#### Material to process

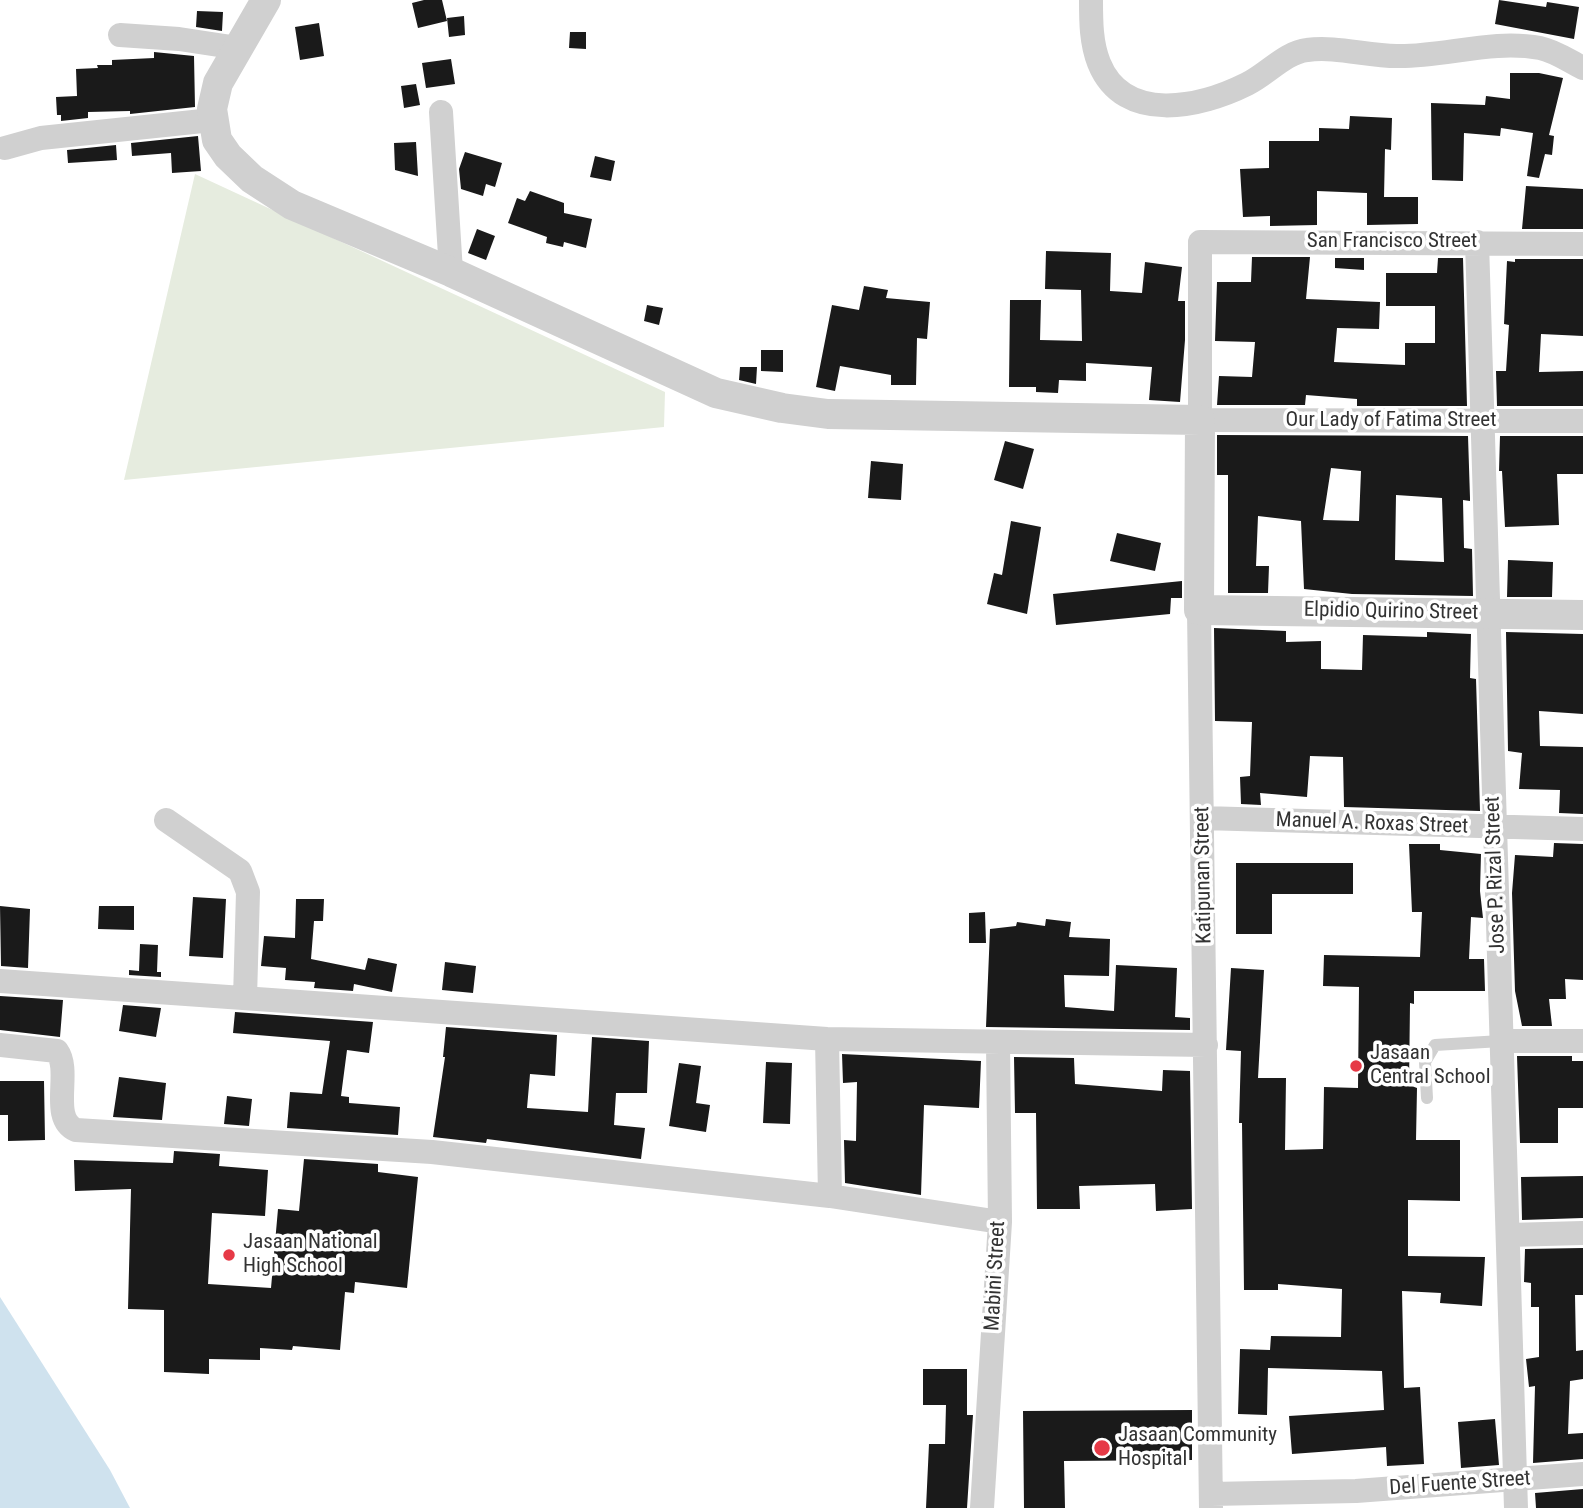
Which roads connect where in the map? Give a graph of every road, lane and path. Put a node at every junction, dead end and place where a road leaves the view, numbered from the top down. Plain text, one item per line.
1 (266, 0) edge
2 (1091, 0) edge
3 (120, 35) dead end
4 (238, 48) junction
5 (1583, 68) edge
6 (441, 112) dead end
7 (212, 120) junction
8 (5, 148) dead end
9 (1200, 242) joint
10 (1477, 242) junction
11 (1583, 244) edge
12 (451, 272) junction
13 (1200, 420) junction
14 (1484, 421) junction
15 (1583, 421) edge
16 (1199, 610) junction
17 (1491, 613) junction
18 (1583, 615) edge
19 (1203, 818) junction
20 (166, 820) dead end
21 (1494, 828) junction
22 (1583, 830) edge
23 (0, 981) edge
24 (245, 998) junction
25 (827, 1039) junction
26 (1501, 1041) junction
27 (1583, 1041) edge
28 (998, 1043) junction
29 (0, 1045) edge
30 (1206, 1045) junction
31 (1427, 1098) dead end
32 (830, 1196) junction
33 (1000, 1222) junction
34 (1583, 1233) edge
35 (1508, 1235) junction
36 (1583, 1474) edge
37 (1515, 1480) junction
38 (1211, 1501) edge
39 (982, 1508) edge
40 (1516, 1508) edge

1 - 4 street
2 - 5 street
3 - 4 street
4 - 7 street
6 - 12 street
7 - 8 street
7 - 12 street
9 - 10 street, San Francisco Street
9 - 13 street, Katipunan Street
10 - 11 street, San Francisco Street
10 - 14 street, Jose P. Rizal Street
12 - 13 street
13 - 14 street, Our Lady of Fatima Street
13 - 16 street, Katipunan Street
14 - 15 street, Our Lady of Fatima Street
14 - 17 street, Jose P. Rizal Street
16 - 17 street, Elpidio Quirino Street
16 - 19 street, Katipunan Street
17 - 18 street, Elpidio Quirino Street
17 - 21 street, Jose P. Rizal Street
19 - 21 street, Manuel A. Roxas Street
19 - 30 street, Katipunan Street
20 - 24 street
21 - 22 street, Manuel A. Roxas Street
21 - 26 street, Jose P. Rizal Street
23 - 24 street
24 - 25 street
25 - 28 street
25 - 32 street
26 - 27 street
26 - 31 lane
26 - 35 street, Jose P. Rizal Street
28 - 30 street
28 - 33 street, Mabini Street
29 - 32 street
30 - 38 street, Katipunan Street
32 - 33 street
33 - 39 street, Mabini Street
34 - 35 street
35 - 37 street, Jose P. Rizal Street
36 - 37 street, Del Fuente Street
37 - 38 street, Del Fuente Street
37 - 40 street, Jose P. Rizal Street

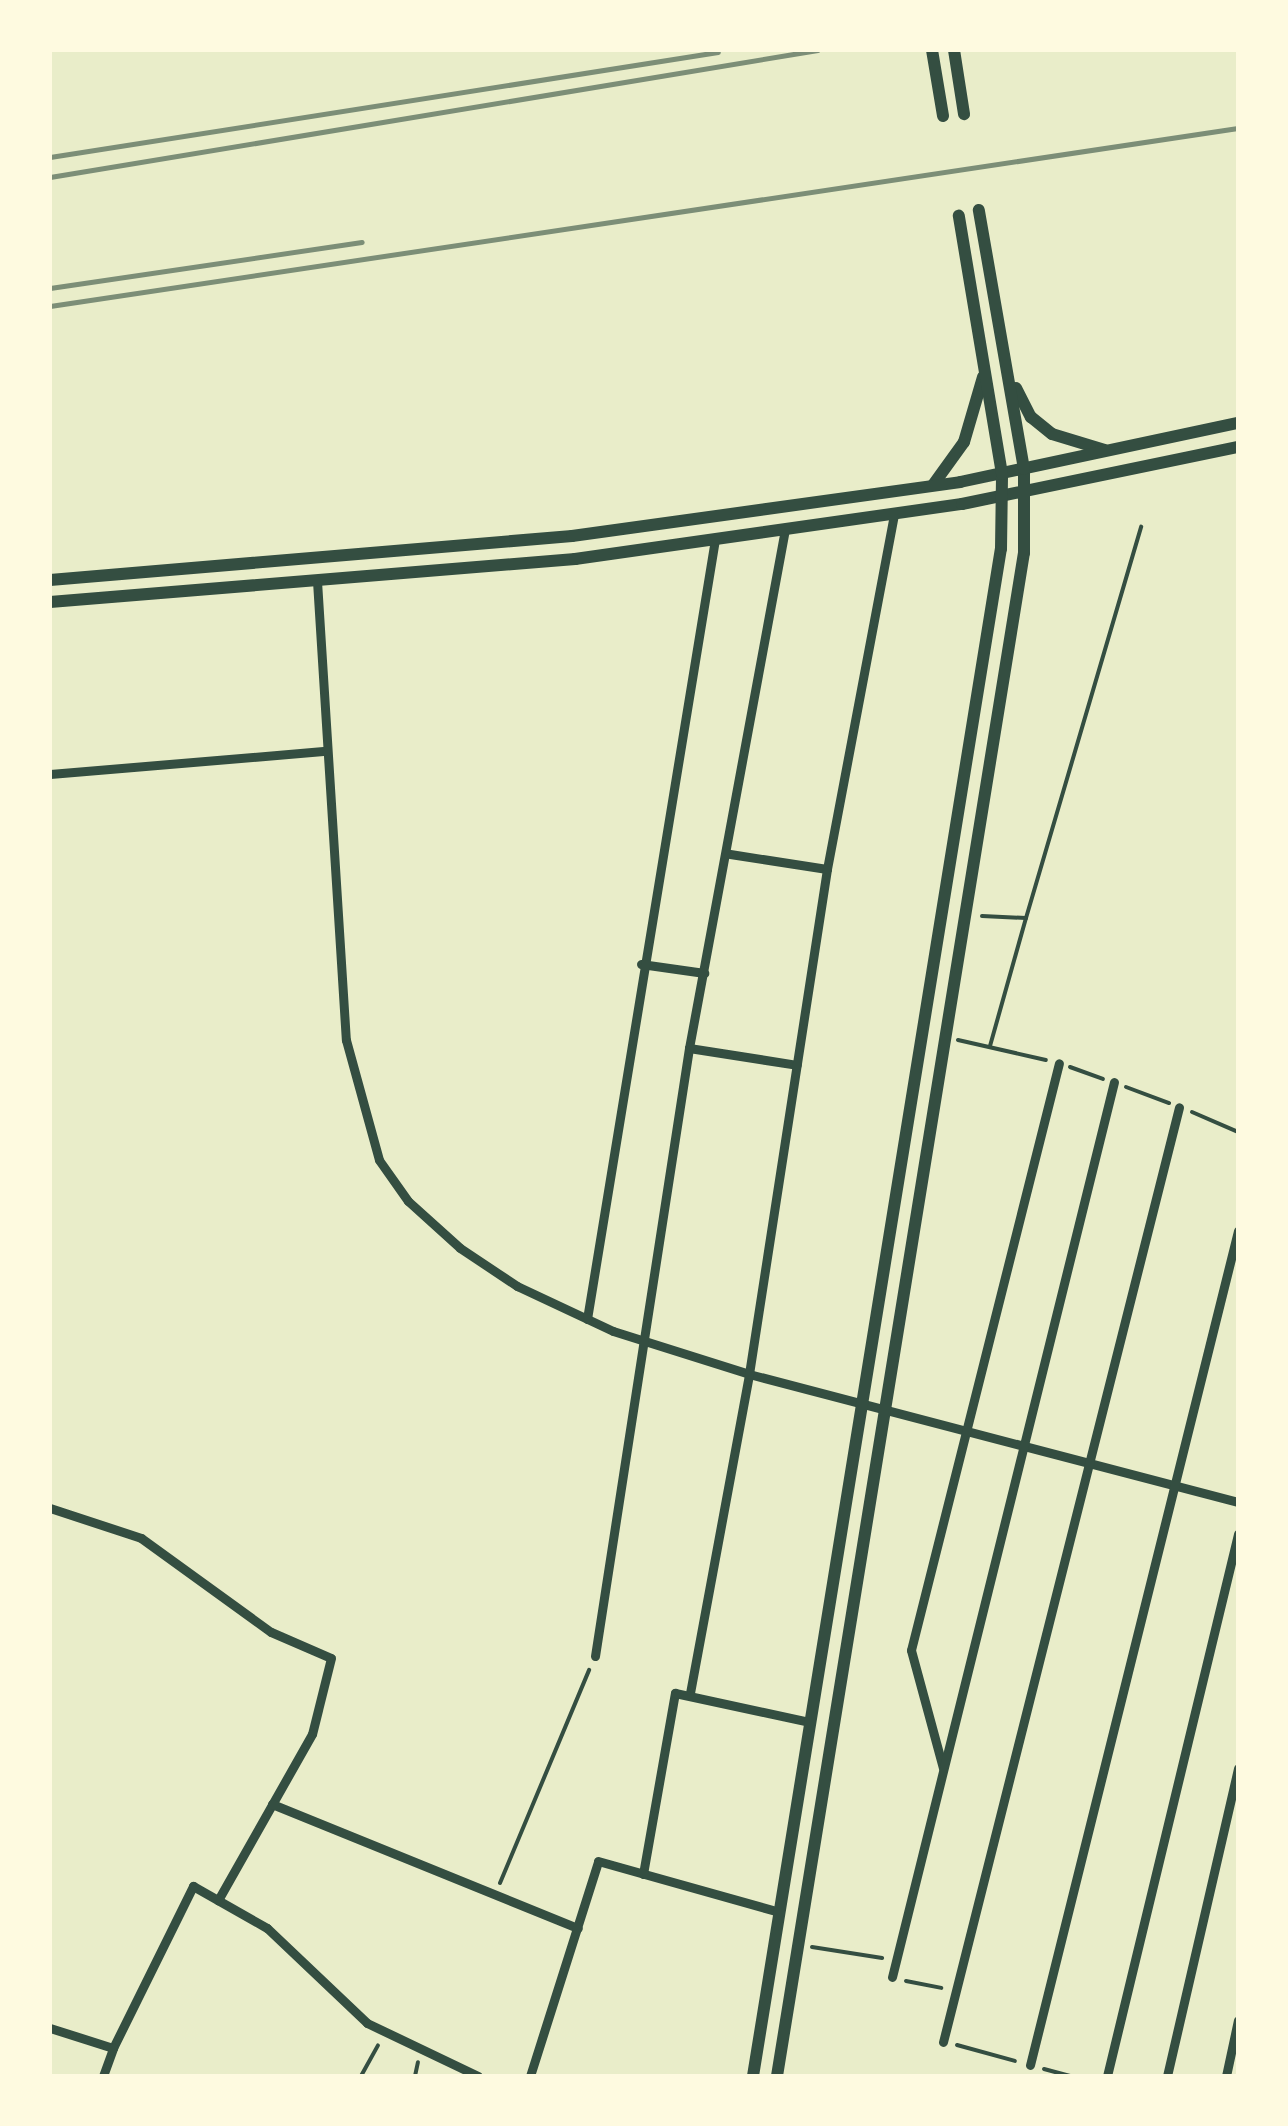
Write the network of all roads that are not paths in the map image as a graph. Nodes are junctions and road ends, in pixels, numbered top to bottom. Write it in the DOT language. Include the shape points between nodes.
graph roads {
  1 [pos="932,50"];
  2 [pos="954,50"];
  3 [pos="964,114"];
  4 [pos="942,116"];
  5 [pos="979,210"];
  6 [pos="958,216"];
  7 [pos="985,370"];
  8 [pos="1008,373"];
  9 [pos="1238,423"];
  10 [pos="1238,447"];
  11 [pos="1114,451"];
  12 [pos="1024,469"];
  13 [pos="1002,474"];
  14 [pos="933,485"];
  15 [pos="1025,492"];
  16 [pos="1002,497"];
  17 [pos="894,514"];
  18 [pos="785,529"];
  19 [pos="715,539"];
  20 [pos="50,580"];
  21 [pos="317,581"];
  22 [pos="50,602"];
  23 [pos="326,751"];
  24 [pos="50,774"];
  25 [pos="730,854"];
  26 [pos="828,869"];
  27 [pos="641,964"];
  28 [pos="704,974"];
  29 [pos="689,1048"];
  30 [pos="1059,1063"];
  31 [pos="797,1065"];
  32 [pos="1114,1082"];
  33 [pos="1178,1107"];
  34 [pos="1238,1231"];
  35 [pos="587,1319"];
  36 [pos="644,1342"];
  37 [pos="749,1374"];
  38 [pos="859,1403"];
  39 [pos="882,1409"];
  40 [pos="965,1433"];
  41 [pos="1023,1447"];
  42 [pos="1089,1463"];
  43 [pos="1177,1485"];
  44 [pos="1238,1502"];
  45 [pos="50,1508"];
  46 [pos="1238,1534"];
  47 [pos="595,1656"];
  48 [pos="690,1693"];
  49 [pos="809,1722"];
  50 [pos="1238,1768"];
  51 [pos="943,1771"];
  52 [pos="272,1804"];
  53 [pos="642,1874"];
  54 [pos="218,1900"];
  55 [pos="779,1912"];
  56 [pos="578,1928"];
  57 [pos="892,1978"];
  58 [pos="1238,2020"];
  59 [pos="50,2028"];
  60 [pos="943,2042"];
  61 [pos="113,2048"];
  62 [pos="1030,2065"];
  63 [pos="103,2076"];
  64 [pos="478,2076"];
  65 [pos="530,2076"];
  66 [pos="753,2076"];
  67 [pos="777,2076"];
  68 [pos="1107,2076"];
  69 [pos="1167,2076"];
  70 [pos="1226,2076"];
  1 -- 4 [label="main road"];
  2 -- 3 [label="main road"];
  5 -- 8 [label="main road"];
  6 -- 7 [label="main road"];
  7 -- 13 [label="main road"];
  7 -- 14 [label="main road" via="964,442"];
  8 -- 11 [label="main road" via="1030,416 1052,434"];
  8 -- 12 [label="main road"];
  9 -- 11 [label="main road"];
  10 -- 15 [label="main road"];
  11 -- 12 [label="main road"];
  12 -- 13 [label="main road"];
  12 -- 15 [label="main road"];
  13 -- 14 [label="main road"];
  13 -- 16 [label="main road"];
  14 -- 20 [label="main road" via="572,536"];
  15 -- 16 [label="main road"];
  15 -- 39 [label="main road" via="1024,552"];
  16 -- 17 [label="main road"];
  16 -- 38 [label="main road" via="1001,549"];
  17 -- 18 [label="main road"];
  17 -- 26 [label="street"];
  18 -- 19 [label="main road"];
  18 -- 25 [label="street"];
  19 -- 21 [label="main road"];
  19 -- 27 [label="street"];
  21 -- 22 [label="main road"];
  21 -- 23 [label="street"];
  23 -- 24 [label="street"];
  23 -- 35 [label="street" via="346,1040 379,1160 408,1200 460,1248 516,1286"];
  25 -- 26 [label="street"];
  25 -- 28 [label="street"];
  26 -- 31 [label="street"];
  27 -- 28 [label="street"];
  27 -- 35 [label="street"];
  28 -- 29 [label="street"];
  29 -- 31 [label="street"];
  29 -- 36 [label="street"];
  30 -- 40 [label="street"];
  31 -- 37 [label="street"];
  32 -- 41 [label="street"];
  33 -- 42 [label="street"];
  34 -- 43 [label="street"];
  35 -- 36 [label="street"];
  36 -- 37 [label="street"];
  36 -- 47 [label="street"];
  37 -- 38 [label="street"];
  37 -- 48 [label="street"];
  38 -- 39 [label="street"];
  38 -- 49 [label="main road"];
  39 -- 40 [label="street"];
  39 -- 67 [label="main road"];
  40 -- 41 [label="street"];
  40 -- 51 [label="street" via="911,1650"];
  41 -- 42 [label="street"];
  41 -- 51 [label="street"];
  42 -- 43 [label="street"];
  42 -- 60 [label="street"];
  43 -- 44 [label="street"];
  43 -- 62 [label="street"];
  45 -- 52 [label="street" via="141,1538 271,1632 331,1658 312,1734"];
  46 -- 68 [label="street"];
  48 -- 49 [label="street"];
  48 -- 53 [label="street" via="675,1692"];
  49 -- 55 [label="main road"];
  50 -- 69 [label="street"];
  51 -- 57 [label="street"];
  52 -- 54 [label="street"];
  52 -- 56 [label="street"];
  53 -- 55 [label="street"];
  53 -- 56 [label="street" via="598,1861"];
  54 -- 61 [label="street" via="193,1886"];
  54 -- 64 [label="street" via="267,1928 385,2033"];
  55 -- 66 [label="main road"];
  56 -- 65 [label="street"];
  58 -- 70 [label="street"];
  59 -- 61 [label="street"];
  61 -- 63 [label="street"];
}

########

**Exercise requirements:** Among the records, find every line with the word "roads" and copy it.

**Exercise answer:**
Which roads connect where in the map? Give a graph of every road, lane and path. Put a node at every junction, dead end and place where a road leaves the view, numbered from the top down. Plain text, one item per line.
Write the network of all roads that are not paths in the map image as a graph. Nodes are junctions and road ends, in pixels, numbered top to bottom. Write it in the DOT language. Include the shape points between nodes.
graph roads {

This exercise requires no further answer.